Bedlasky, thanks for the nice comment, and for the suggestions. We'll try to get some THF. I wonder if it would work in Xylene?

I have several rare earth elements, I have to check to see if I have Ytterbium, I might. we have Cerium (IV). Thanks for the links.
Quote: Originally posted by Bedlasky  
Nice video! If you have THF and iodine, you can make stable solution of SmI2, which is red. You can also make green solution of YbI2 in the same way. Here are some materials:

https://books.google.cz/books?id=QUfQamGsEgwC&printsec=f...

https://pubs.acs.org/doi/10.1021/ja00528a029

Ce(IV) form red complex [CeCl6]2- in conc. HCl (and also chlorine and Ce3+). Heating cause full decomposition to Ce3+ and Cl2.

I read something about Pr(IV) and Tb(IV) complexes with periodate, tellurate and phosphotungstate, which may be interesting and very strong oxidants.

vano - 16-7-2021 at 08:32

It isn't possible for xylene. Look at the photo, in solution samarium iodide is connected with five molecules of THF.

330px-Diiodopenta(THF)samarium(II)-3D-balls.png - 35kB

Bedlasky - 16-7-2021 at 11:40

ChemTalk: Other solvents are possible according that book. There are examples of other solvents: HMPA, acetonitrile, isopropyl alcohol, tert-butyl alcohol, heptan-2-ol and DME (but I honestly don't know what they mean by DME, there are several compounds with this abbreviation). It is important that solvent can coordinate to Sm(II).

[Edited on 16-7-2021 by Bedlasky]

[Edited on 16-7-2021 by Bedlasky]

ChemTalk - 16-7-2021 at 13:01

Bedlasky,

Thanks. It is easy to get THF here, they actually sell it on Amazon.

nezza - 29-7-2021 at 10:26

Here's my video of Samarium dissolving in dilute hydrochloric acid.

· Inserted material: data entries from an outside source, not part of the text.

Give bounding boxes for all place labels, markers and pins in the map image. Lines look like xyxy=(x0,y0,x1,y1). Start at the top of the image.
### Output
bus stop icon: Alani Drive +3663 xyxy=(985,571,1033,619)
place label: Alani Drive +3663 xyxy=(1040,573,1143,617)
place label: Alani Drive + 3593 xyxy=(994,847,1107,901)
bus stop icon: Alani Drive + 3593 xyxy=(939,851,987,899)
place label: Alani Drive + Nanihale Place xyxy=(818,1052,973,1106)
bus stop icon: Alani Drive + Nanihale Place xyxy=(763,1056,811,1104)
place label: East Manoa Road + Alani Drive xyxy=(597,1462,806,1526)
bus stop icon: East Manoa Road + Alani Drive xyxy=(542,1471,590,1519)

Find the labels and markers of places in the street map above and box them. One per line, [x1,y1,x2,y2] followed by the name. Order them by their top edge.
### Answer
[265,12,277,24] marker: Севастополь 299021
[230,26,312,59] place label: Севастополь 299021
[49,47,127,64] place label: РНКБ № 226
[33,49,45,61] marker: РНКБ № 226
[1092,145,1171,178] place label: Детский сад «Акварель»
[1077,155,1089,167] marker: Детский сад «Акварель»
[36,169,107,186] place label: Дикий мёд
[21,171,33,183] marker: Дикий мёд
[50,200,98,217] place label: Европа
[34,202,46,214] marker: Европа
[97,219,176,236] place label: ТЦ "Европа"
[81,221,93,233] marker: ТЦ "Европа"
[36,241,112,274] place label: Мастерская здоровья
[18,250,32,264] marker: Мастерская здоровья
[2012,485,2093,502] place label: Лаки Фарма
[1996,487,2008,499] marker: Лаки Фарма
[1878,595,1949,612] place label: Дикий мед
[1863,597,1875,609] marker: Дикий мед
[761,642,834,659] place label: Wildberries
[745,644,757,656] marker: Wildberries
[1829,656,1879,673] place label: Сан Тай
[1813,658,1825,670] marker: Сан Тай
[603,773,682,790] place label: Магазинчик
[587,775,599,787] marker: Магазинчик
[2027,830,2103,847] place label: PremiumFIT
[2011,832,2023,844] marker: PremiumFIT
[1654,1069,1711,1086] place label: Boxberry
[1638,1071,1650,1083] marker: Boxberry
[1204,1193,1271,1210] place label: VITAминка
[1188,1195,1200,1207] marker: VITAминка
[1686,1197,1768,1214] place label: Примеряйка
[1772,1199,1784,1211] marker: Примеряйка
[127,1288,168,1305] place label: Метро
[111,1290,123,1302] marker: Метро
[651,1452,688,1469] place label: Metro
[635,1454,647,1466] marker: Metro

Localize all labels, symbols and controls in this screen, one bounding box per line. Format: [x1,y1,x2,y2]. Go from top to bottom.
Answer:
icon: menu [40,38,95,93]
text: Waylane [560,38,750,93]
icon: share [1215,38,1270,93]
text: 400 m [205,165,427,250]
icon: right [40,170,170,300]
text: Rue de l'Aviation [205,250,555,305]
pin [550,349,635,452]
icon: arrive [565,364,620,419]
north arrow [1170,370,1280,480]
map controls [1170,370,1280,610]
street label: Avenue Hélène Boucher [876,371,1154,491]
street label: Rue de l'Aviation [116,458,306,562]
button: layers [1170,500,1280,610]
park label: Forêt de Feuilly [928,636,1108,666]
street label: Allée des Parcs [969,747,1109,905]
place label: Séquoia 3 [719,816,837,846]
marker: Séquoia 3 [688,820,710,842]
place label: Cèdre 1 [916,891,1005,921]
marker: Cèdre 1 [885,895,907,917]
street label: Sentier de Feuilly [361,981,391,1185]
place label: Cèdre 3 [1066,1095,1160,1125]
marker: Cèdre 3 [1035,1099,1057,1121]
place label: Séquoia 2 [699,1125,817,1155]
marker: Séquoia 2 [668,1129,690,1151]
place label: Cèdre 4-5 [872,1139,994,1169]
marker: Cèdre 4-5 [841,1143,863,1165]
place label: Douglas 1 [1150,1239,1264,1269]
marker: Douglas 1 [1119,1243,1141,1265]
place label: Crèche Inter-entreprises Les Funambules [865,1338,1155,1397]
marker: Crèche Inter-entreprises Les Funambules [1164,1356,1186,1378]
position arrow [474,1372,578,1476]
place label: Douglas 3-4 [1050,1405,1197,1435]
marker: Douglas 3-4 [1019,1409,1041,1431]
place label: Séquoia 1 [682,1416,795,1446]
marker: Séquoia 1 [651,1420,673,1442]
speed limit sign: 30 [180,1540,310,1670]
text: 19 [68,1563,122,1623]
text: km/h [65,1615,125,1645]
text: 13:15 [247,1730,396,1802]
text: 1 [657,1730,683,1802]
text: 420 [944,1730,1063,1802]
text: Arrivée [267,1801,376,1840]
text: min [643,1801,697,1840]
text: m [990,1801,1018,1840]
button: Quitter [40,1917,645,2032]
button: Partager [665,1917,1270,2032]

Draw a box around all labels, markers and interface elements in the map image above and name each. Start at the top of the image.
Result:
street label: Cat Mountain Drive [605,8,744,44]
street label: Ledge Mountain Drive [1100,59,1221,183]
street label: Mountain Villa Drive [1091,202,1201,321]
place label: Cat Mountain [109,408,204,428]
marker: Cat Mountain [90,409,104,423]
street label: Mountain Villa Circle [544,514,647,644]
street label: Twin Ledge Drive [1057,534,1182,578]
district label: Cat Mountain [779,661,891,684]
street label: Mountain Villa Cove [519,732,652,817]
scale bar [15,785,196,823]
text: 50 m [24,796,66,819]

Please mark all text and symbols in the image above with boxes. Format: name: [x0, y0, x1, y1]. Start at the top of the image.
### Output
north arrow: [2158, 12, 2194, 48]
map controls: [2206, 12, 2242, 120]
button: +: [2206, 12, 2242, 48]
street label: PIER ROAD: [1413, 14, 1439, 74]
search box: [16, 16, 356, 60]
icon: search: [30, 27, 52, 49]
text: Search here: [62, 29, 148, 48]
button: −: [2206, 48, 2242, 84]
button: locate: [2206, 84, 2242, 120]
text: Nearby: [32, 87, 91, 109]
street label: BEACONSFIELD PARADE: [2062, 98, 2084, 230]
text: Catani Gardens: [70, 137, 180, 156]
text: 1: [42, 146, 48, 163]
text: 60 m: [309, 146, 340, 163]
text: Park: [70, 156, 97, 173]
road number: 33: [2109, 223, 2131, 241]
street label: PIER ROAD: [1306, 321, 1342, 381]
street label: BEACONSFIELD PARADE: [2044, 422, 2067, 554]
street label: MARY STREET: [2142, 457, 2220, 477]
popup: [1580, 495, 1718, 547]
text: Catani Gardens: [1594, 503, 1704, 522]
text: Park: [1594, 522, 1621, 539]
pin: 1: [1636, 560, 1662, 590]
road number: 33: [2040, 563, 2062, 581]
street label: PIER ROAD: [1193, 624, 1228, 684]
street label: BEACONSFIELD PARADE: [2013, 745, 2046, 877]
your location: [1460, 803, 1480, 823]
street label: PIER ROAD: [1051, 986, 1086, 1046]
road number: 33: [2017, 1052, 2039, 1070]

Attachment: Samarium-1.mp4 (3.8MB)
This file has been downloaded 185 times

ChemTalk - 29-7-2021 at 20:46

thanks Nezza, this is a great video. I think you posted this some time ago? I feel like I've seen it before

You got much more samarium (II) chloride, yours was much more red. I'm not sure why, maybe your hydrochloric acid was more dilute? Or your samarium piece was larger than mine?